Implications of the study and future directions
Our findings suggest that the adherence to these measures can ameliorate the impact from other respiratory pathogens, reducing the strain on healthcare infrastructure. Such findings may be particularly helpful for developing prevention strategies in settings where respiratory infections are very harmful, such as congregate settings and for the elderly and immunosuppressed. Even once the pandemic resolves, practices implemented to reduce COVID-19 transmission may be advisable for vulnerable individuals (elderly, immunocompromised…) particularly in high-risk settings(nursing homes, facilities, entertainment venues), or during travel, especially during the winter months at the annual peak of most respiratory viral infections.
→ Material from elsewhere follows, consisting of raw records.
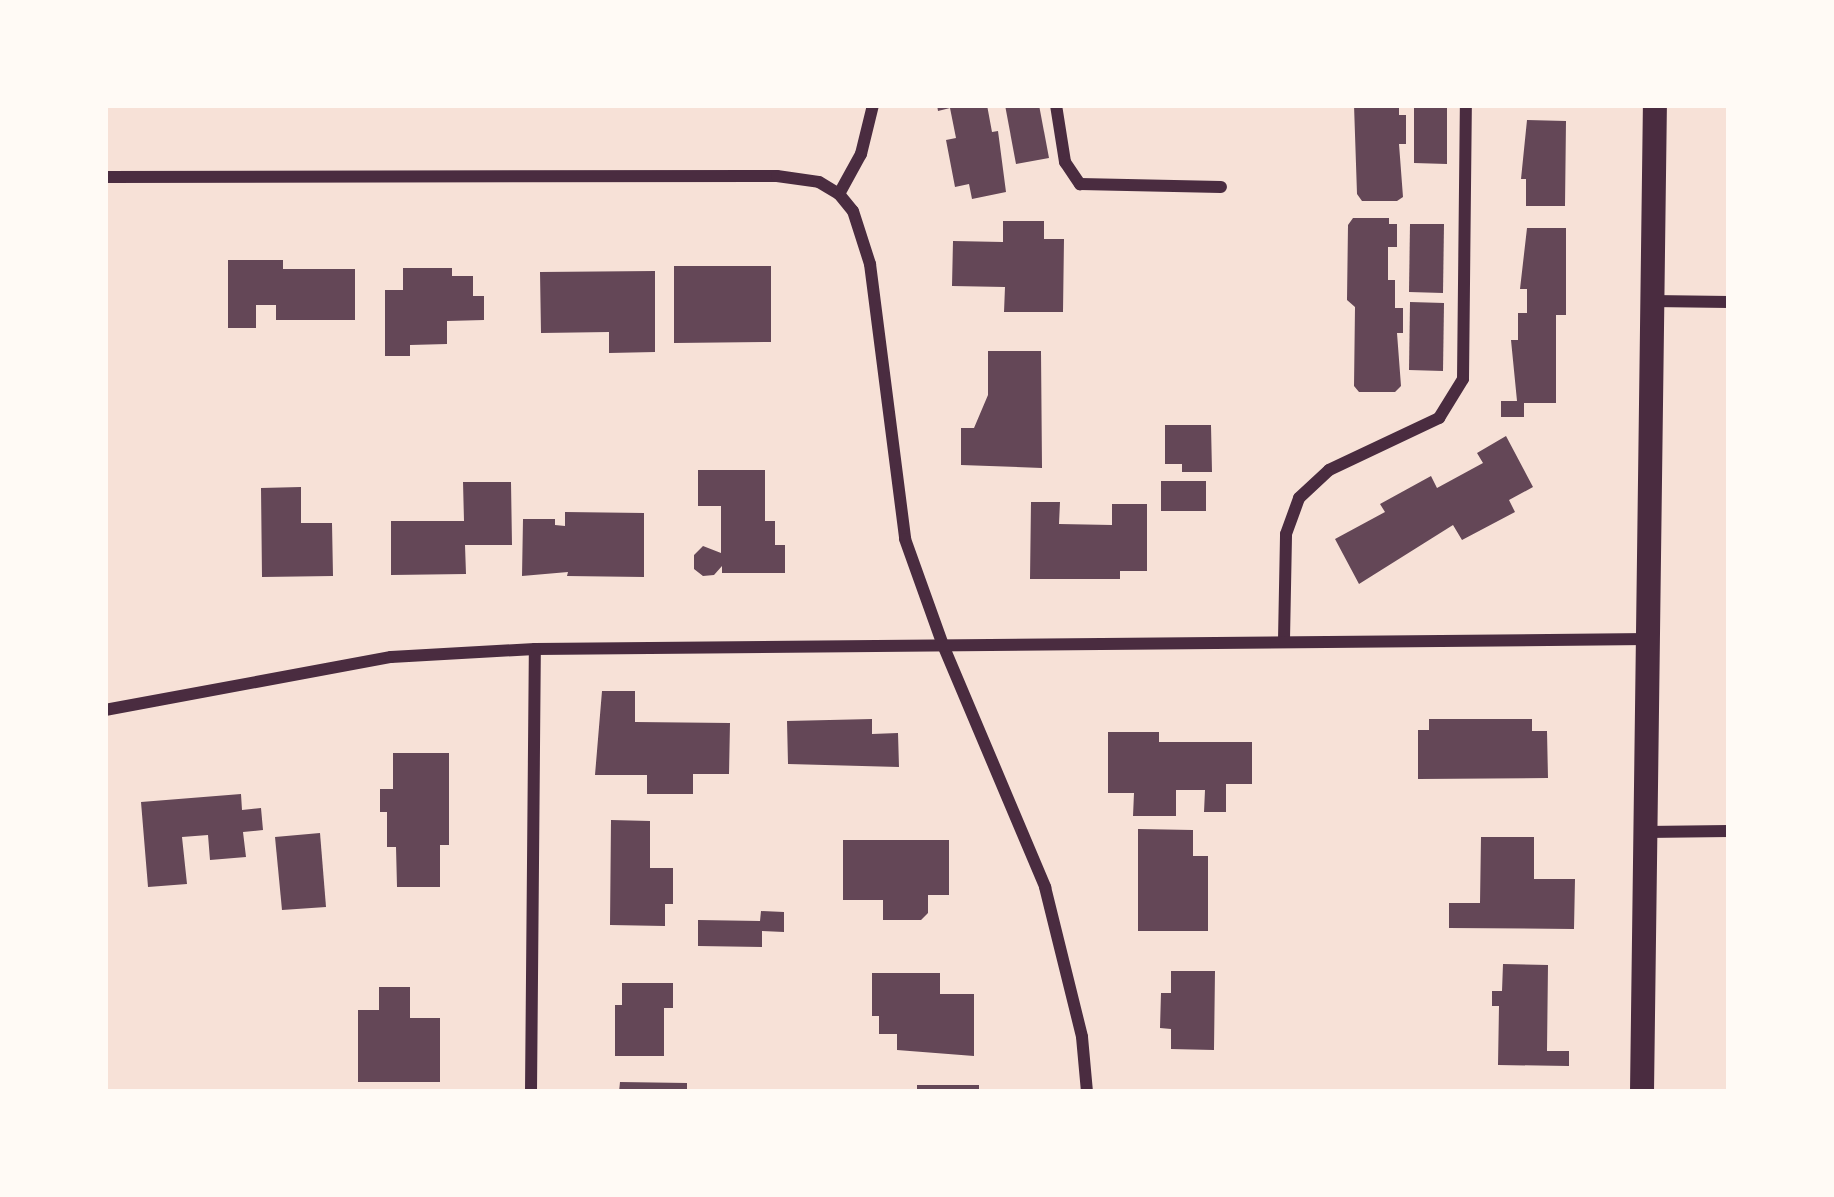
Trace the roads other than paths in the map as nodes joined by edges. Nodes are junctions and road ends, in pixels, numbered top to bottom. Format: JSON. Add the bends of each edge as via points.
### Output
{"nodes":[{"id":1,"x":873,"y":105,"type":"edge"},
{"id":2,"x":1056,"y":105,"type":"edge"},
{"id":3,"x":1466,"y":105,"type":"edge"},
{"id":4,"x":1655,"y":105,"type":"edge"},
{"id":5,"x":105,"y":177,"type":"edge"},
{"id":6,"x":1221,"y":187,"type":"dead end"},
{"id":7,"x":839,"y":194,"type":"junction"},
{"id":8,"x":1652,"y":301,"type":"junction"},
{"id":9,"x":1729,"y":302,"type":"edge"},
{"id":10,"x":1648,"y":639,"type":"junction"},
{"id":11,"x":1284,"y":640,"type":"junction"},
{"id":12,"x":943,"y":645,"type":"junction"},
{"id":13,"x":535,"y":649,"type":"junction"},
{"id":14,"x":105,"y":710,"type":"edge"},
{"id":15,"x":1729,"y":831,"type":"edge"},
{"id":16,"x":1646,"y":832,"type":"junction"},
{"id":17,"x":531,"y":1092,"type":"edge"},
{"id":18,"x":1087,"y":1092,"type":"edge"},
{"id":19,"x":1642,"y":1092,"type":"edge"}],
"edges":[{"from":1,"to":7,"type":"street","via":[[861,154]]},
{"from":2,"to":6,"type":"street","via":[[1065,162],[1080,184]]},
{"from":3,"to":11,"type":"street","via":[[1463,379],[1439,418],[1329,470],[1299,498],[1286,534]]},
{"from":4,"to":8,"type":"main road"},
{"from":5,"to":7,"type":"street","via":[[778,176]]},
{"from":7,"to":12,"type":"street","via":[[863,235],[905,538]]},
{"from":8,"to":9,"type":"street"},
{"from":8,"to":10,"type":"main road"},
{"from":10,"to":11,"type":"street"},
{"from":10,"to":16,"type":"main road"},
{"from":11,"to":12,"type":"street"},
{"from":12,"to":13,"type":"street"},
{"from":12,"to":18,"type":"street","via":[[1045,887],[1082,1037]]},
{"from":13,"to":14,"type":"street","via":[[391,657]]},
{"from":13,"to":17,"type":"street"},
{"from":15,"to":16,"type":"street"},
{"from":16,"to":19,"type":"main road"}]}
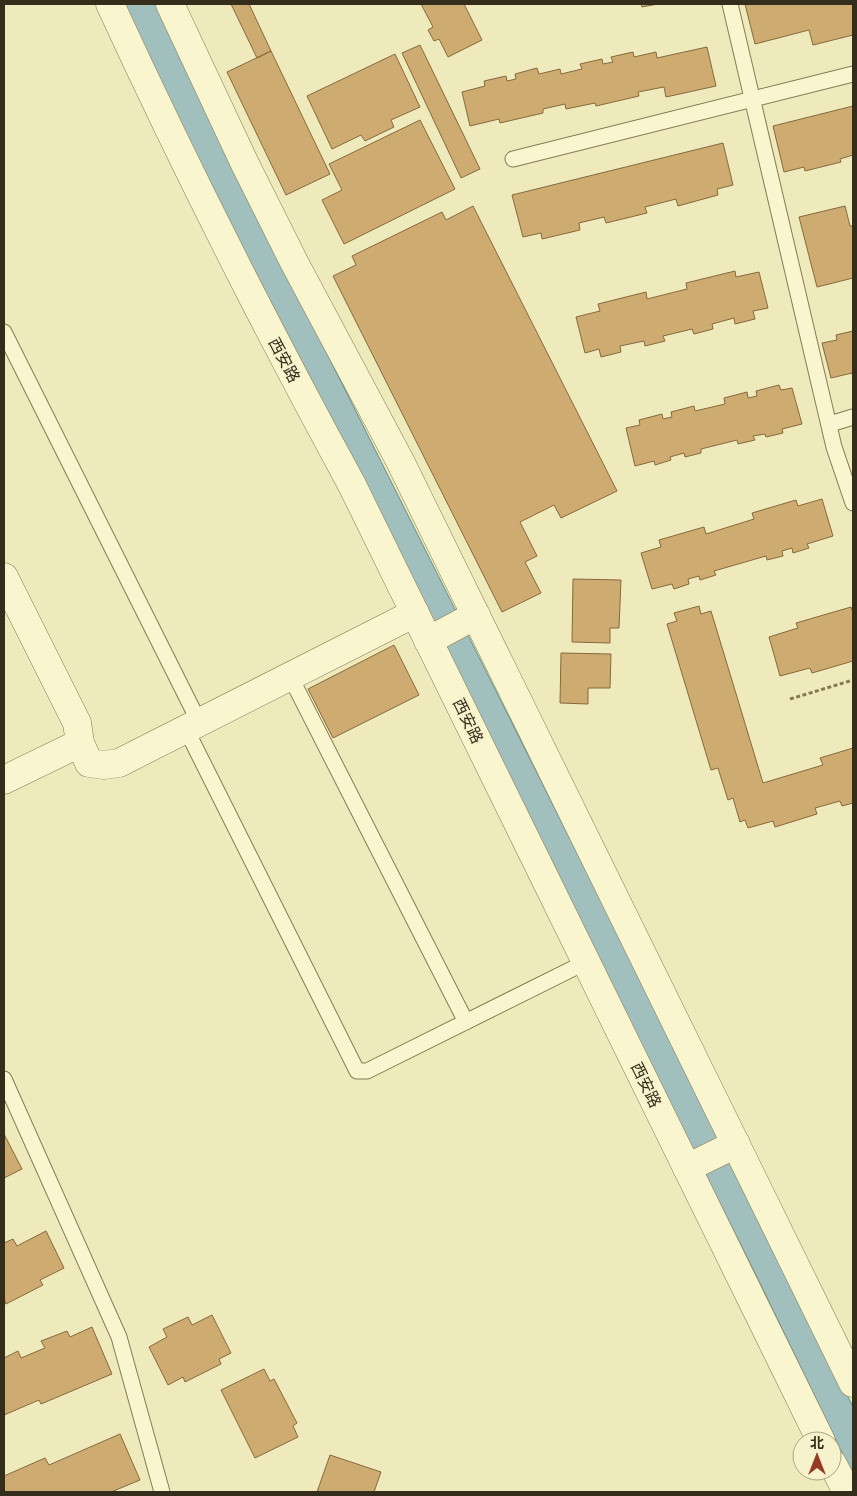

As society reels from the financial, societal, and health costs of severe COVID-19 response measures globally, interdisciplinary researchers and policy-makers globally were invited to investigate and facilitate the precise level of prevention for future epidemics. An important implication of this study was the need to perform such maneuvers frequently to curtail the transmission of COVID-19 and reduce the overall burden of communicable diseases, therefore the general public is urged to actively apply these preventative measures. Risk communication strategies to enhance public’ knowledge in this area are crucial to clarify locations and situations where viral contact is likely, and to emphasize the value of engaging in such protective behaviours.